I am showing these red signals which are controlled signals; this is working under control of
B 0. Depending upon the value B 0 it will actually
instruct addition to be done or either this circuit will pass on the value of A here sorry
A plus S or just S itself. There is some logic here which either performs the S plus A or
S plus 0 so that control is here and this is...... this, this and this are basically
to time the operation of these three registers when they shift and when they store in any
value. Therefore, this is an essence of the circuit. There are some details which are
omitted here. But what I would like you to notice here is how we are going from step
to step and what is each crucial step here. Each step basically involves these things
checking B 0, performing addition conditionally, left shift of A and right shift of B and update
of a counter so that counter I am not showing it explicitly but it is part of the control. Now let us do something so that the requirement
of two n-bit addition can be cut down. We can mange with n-bit addition then something
here will be simplified. And the idea of this comes from..... let me get back to this diagram,
this one . So you would notice that at any time one of the value which you are adding
is only n-bit and it is only when you look at the whole thing it is 2 n-bit wide but
if you look at each addition you are adding one n-bit value in some position. So if you
focus on that you need to have only n-bit adder; there is nothing changing on the right
of it and there is nothing changing on the left of it.

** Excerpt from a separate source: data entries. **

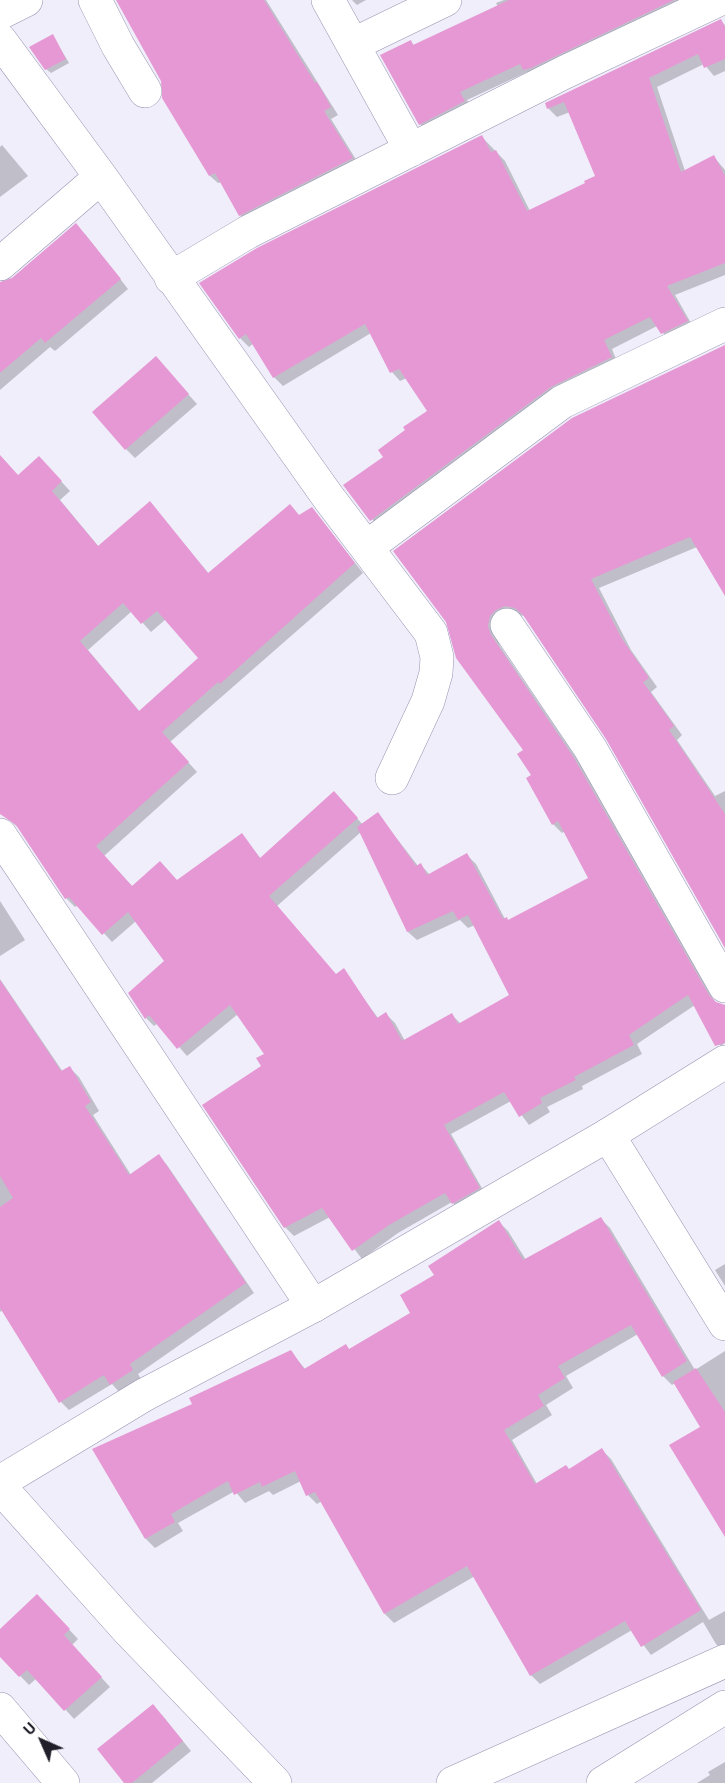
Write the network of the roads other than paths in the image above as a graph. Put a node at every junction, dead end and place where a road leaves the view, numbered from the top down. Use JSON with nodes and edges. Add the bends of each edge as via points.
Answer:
{"nodes":[{"id":1,"x":26,"y":0,"type":"edge"},
{"id":2,"x":95,"y":0,"type":"edge"},
{"id":3,"x":328,"y":0,"type":"edge"},
{"id":4,"x":445,"y":0,"type":"edge"},
{"id":5,"x":718,"y":0,"type":"edge"},
{"id":6,"x":0,"y":13,"type":"edge"},
{"id":7,"x":0,"y":40,"type":"edge"},
{"id":8,"x":354,"y":44,"type":"junction"},
{"id":9,"x":145,"y":91,"type":"dead end"},
{"id":10,"x":411,"y":150,"type":"junction"},
{"id":11,"x":101,"y":177,"type":"junction"},
{"id":12,"x":0,"y":264,"type":"edge"},
{"id":13,"x":171,"y":278,"type":"junction"},
{"id":14,"x":725,"y":324,"type":"edge"},
{"id":15,"x":367,"y":547,"type":"junction"},
{"id":16,"x":507,"y":625,"type":"dead end"},
{"id":17,"x":392,"y":778,"type":"dead end"},
{"id":18,"x":0,"y":835,"type":"edge"},
{"id":19,"x":725,"y":986,"type":"edge"},
{"id":20,"x":725,"y":1062,"type":"edge"},
{"id":21,"x":608,"y":1135,"type":"junction"},
{"id":22,"x":313,"y":1306,"type":"junction"},
{"id":23,"x":725,"y":1324,"type":"edge"},
{"id":24,"x":0,"y":1482,"type":"edge"},
{"id":25,"x":0,"y":1487,"type":"edge"},
{"id":26,"x":725,"y":1661,"type":"edge"},
{"id":27,"x":725,"y":1707,"type":"edge"},
{"id":28,"x":0,"y":1709,"type":"edge"},
{"id":29,"x":63,"y":1783,"type":"edge"},
{"id":30,"x":275,"y":1783,"type":"edge"},
{"id":31,"x":453,"y":1783,"type":"edge"},
{"id":32,"x":603,"y":1783,"type":"edge"}],
"edges":[{"from":1,"to":6,"type":"street"},
{"from":2,"to":9,"type":"street"},
{"from":3,"to":8,"type":"street"},
{"from":4,"to":8,"type":"street"},
{"from":5,"to":10,"type":"street"},
{"from":7,"to":11,"type":"street"},
{"from":8,"to":10,"type":"street"},
{"from":10,"to":13,"type":"street","via":[[248,232]]},
{"from":11,"to":12,"type":"street"},
{"from":11,"to":13,"type":"street"},
{"from":13,"to":15,"type":"street"},
{"from":14,"to":15,"type":"street","via":[[562,402]]},
{"from":15,"to":17,"type":"street","via":[[431,633],[437,657],[428,701]]},
{"from":16,"to":19,"type":"street","via":[[590,748]]},
{"from":18,"to":22,"type":"street"},
{"from":20,"to":21,"type":"street"},
{"from":21,"to":22,"type":"street"},
{"from":21,"to":23,"type":"street"},
{"from":22,"to":24,"type":"street","via":[[144,1395]]},
{"from":25,"to":30,"type":"street","via":[[127,1629]]},
{"from":26,"to":31,"type":"street"},
{"from":27,"to":32,"type":"street"},
{"from":28,"to":29,"type":"street"}]}
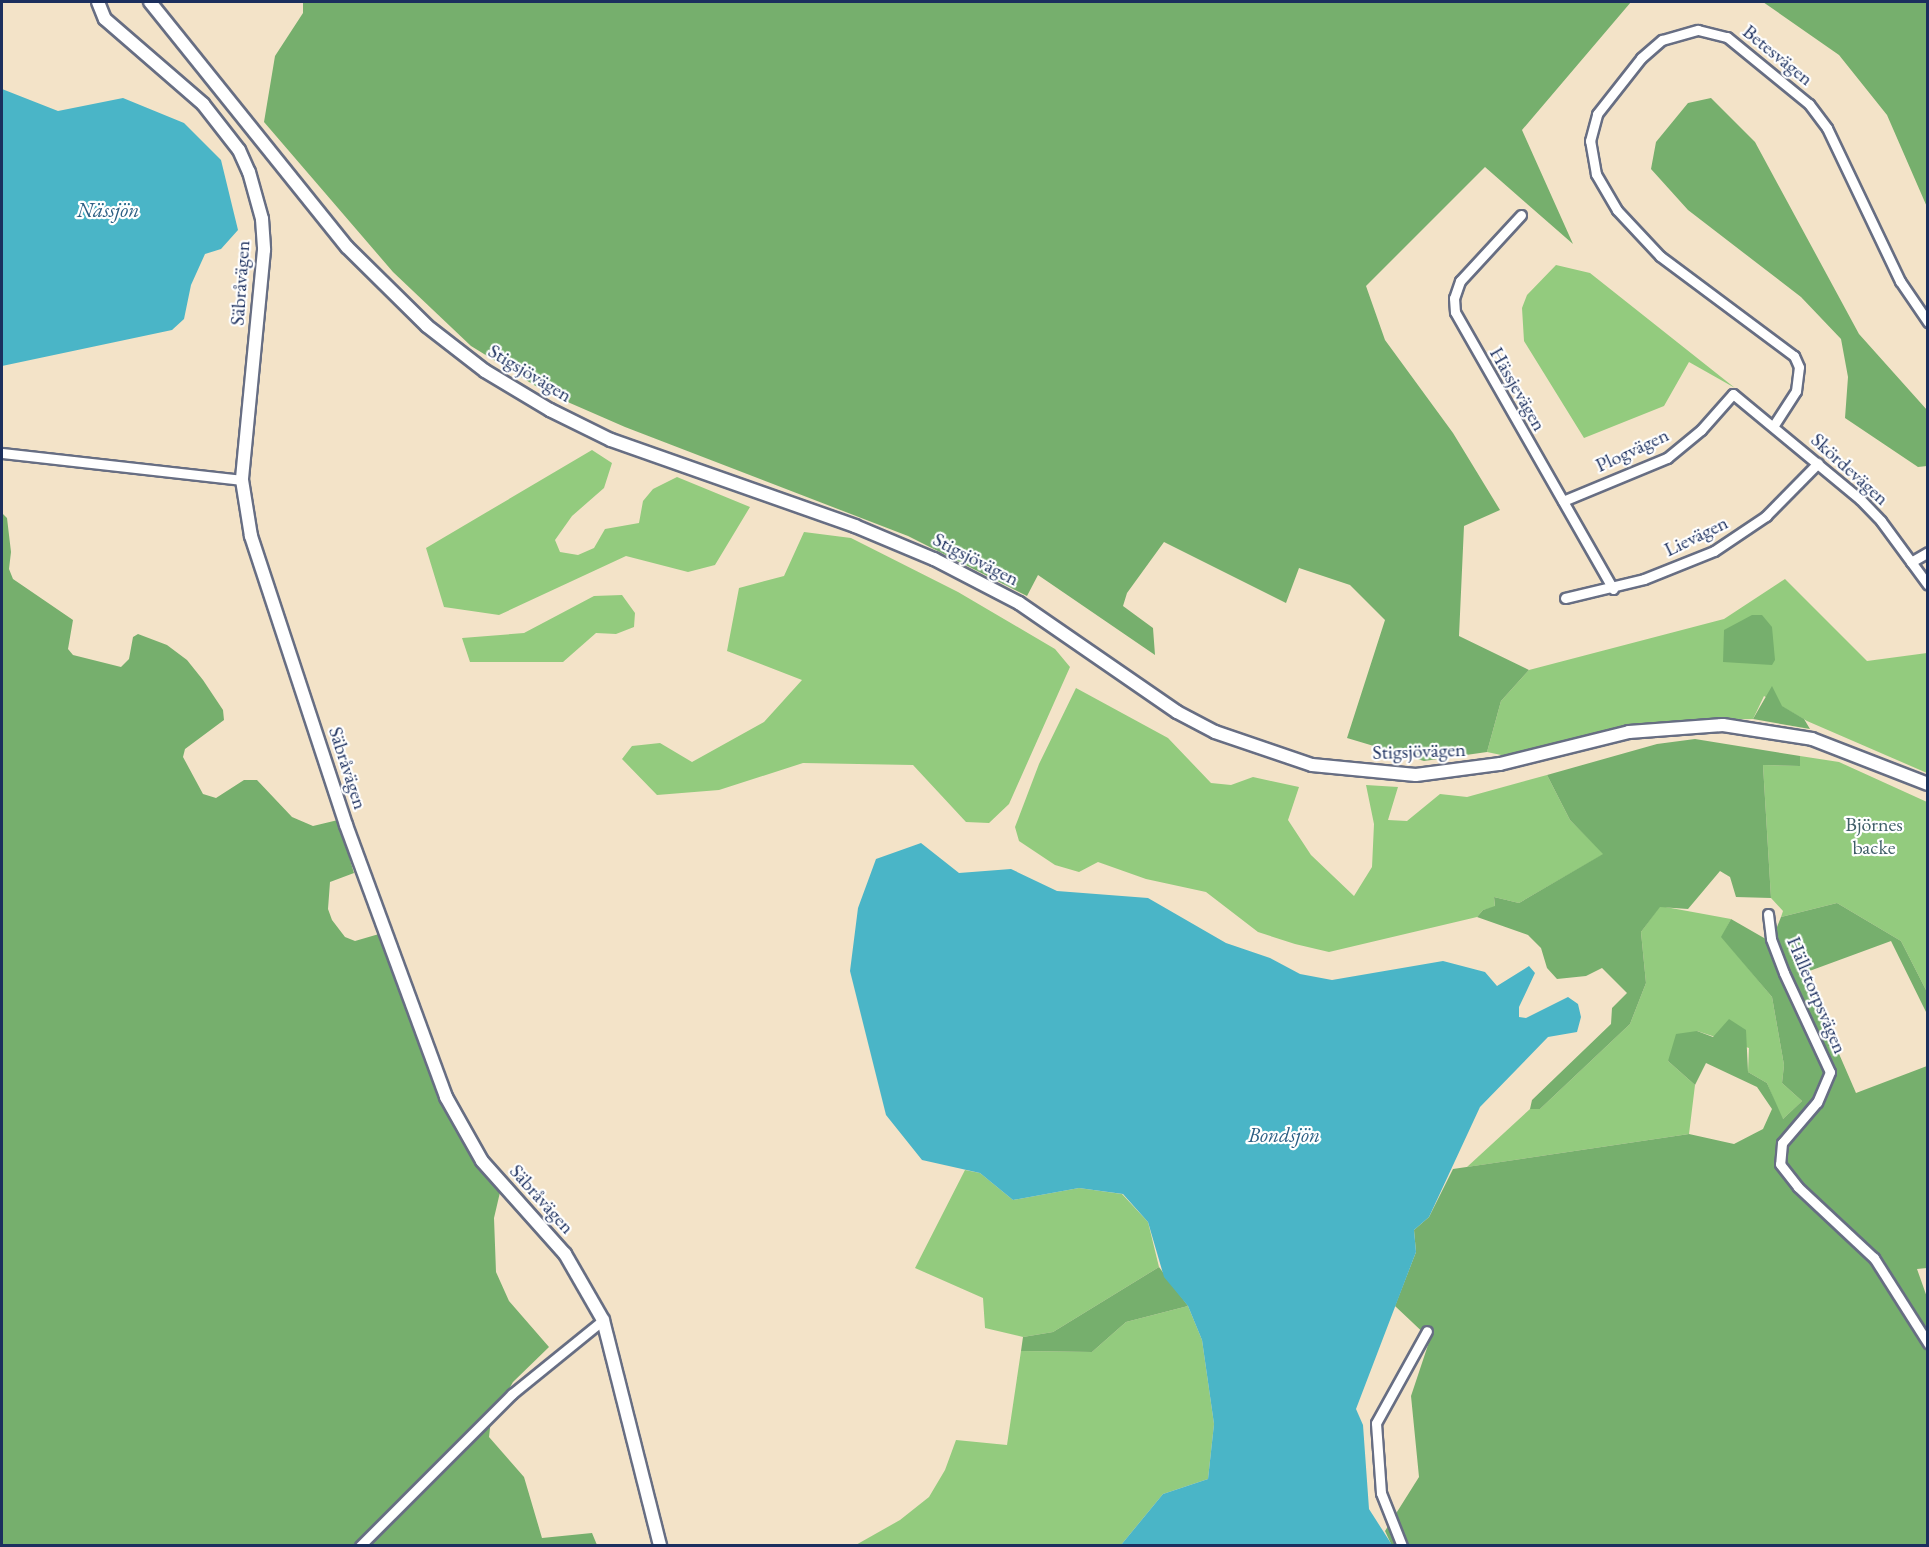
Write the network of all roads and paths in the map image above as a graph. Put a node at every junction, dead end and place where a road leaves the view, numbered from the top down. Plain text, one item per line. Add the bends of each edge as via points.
1 (98, 2) edge
2 (150, 2) edge
3 (1521, 215) dead end
4 (1928, 322) edge
5 (1733, 394) joint
6 (1774, 425) junction
7 (2, 453) edge
8 (1818, 463) junction
9 (242, 480) junction
10 (1563, 501) junction
11 (1928, 552) edge
12 (1911, 562) junction
13 (1928, 585) edge
14 (1613, 589) junction
15 (1565, 598) dead end
16 (1928, 784) edge
17 (1768, 914) dead end
18 (603, 1320) junction
19 (1427, 1331) dead end
20 (1928, 1343) edge
21 (360, 1545) edge
22 (660, 1545) edge
23 (1402, 1545) edge

1 - 9 main road, Säbråvägen via 105,19 180,81 220,124 239,150 258,198 264,250
2 - 16 main road, Stigsjövägen via 347,247 427,326 485,370 550,410 611,440 855,526 956,569 1019,603 1177,712 1215,732 1312,765 1416,775 1500,764 1629,732 1723,725 1812,739
3 - 10 street, Hässjevägen via 1460,281 1455,312
4 - 6 street, Betesvägen via 1900,281 1827,128 1809,104 1727,37 1698,30 1662,40 1641,58 1597,114 1590,141 1596,174 1617,210 1660,256 1794,356 1798,367 1796,391
5 - 6 street, Skördevägen
5 - 10 street, Plogvägen via 1701,430 1667,458
6 - 8 street, Skördevägen
7 - 9 street
8 - 12 street, Skördevägen via 1881,521
8 - 14 street, Lievägen via 1792,492 1741,535 1686,563
9 - 18 main road, Säbråvägen via 251,536 342,814 446,1097 482,1161 565,1254
10 - 14 street, Hässjevägen
11 - 12 street
12 - 13 street, Skördevägen
14 - 15 street, Lievägen
17 - 20 street, Hälletorpsvägen via 1771,939 1784,973 1830,1072 1818,1102 1782,1143 1780,1164 1798,1187 1874,1258
18 - 21 street via 512,1394
18 - 22 main road, Säbråvägen
19 - 23 street via 1377,1423 1381,1493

So, if you arrange your information
such that you are taking care of those n bits where the new value is positioned you can
work with n-bit adder. Here is the modified circuit where what we
are trying to do basically is that we are adding A to the left half of S. SH is denoting
the high end of S or the upper half of S. So A is always added in that position and
you are making sure that the two are correctly aligned so what we will do is we will be shifting
S to right every time. initially S contains 0, you add that to the left half of S then
it is shifted as I shift it to right then you add A to...... again it is the same position
so it is the partial product which we have accumulated that keeps on shifting to the
right. instead of shifting A to the left in every cycle we are shifting the partial product
obtained so far to right which actually maintains the same reality position and achieves the
same effect and the consequence of that is the adder needs to be only an n-bit adder.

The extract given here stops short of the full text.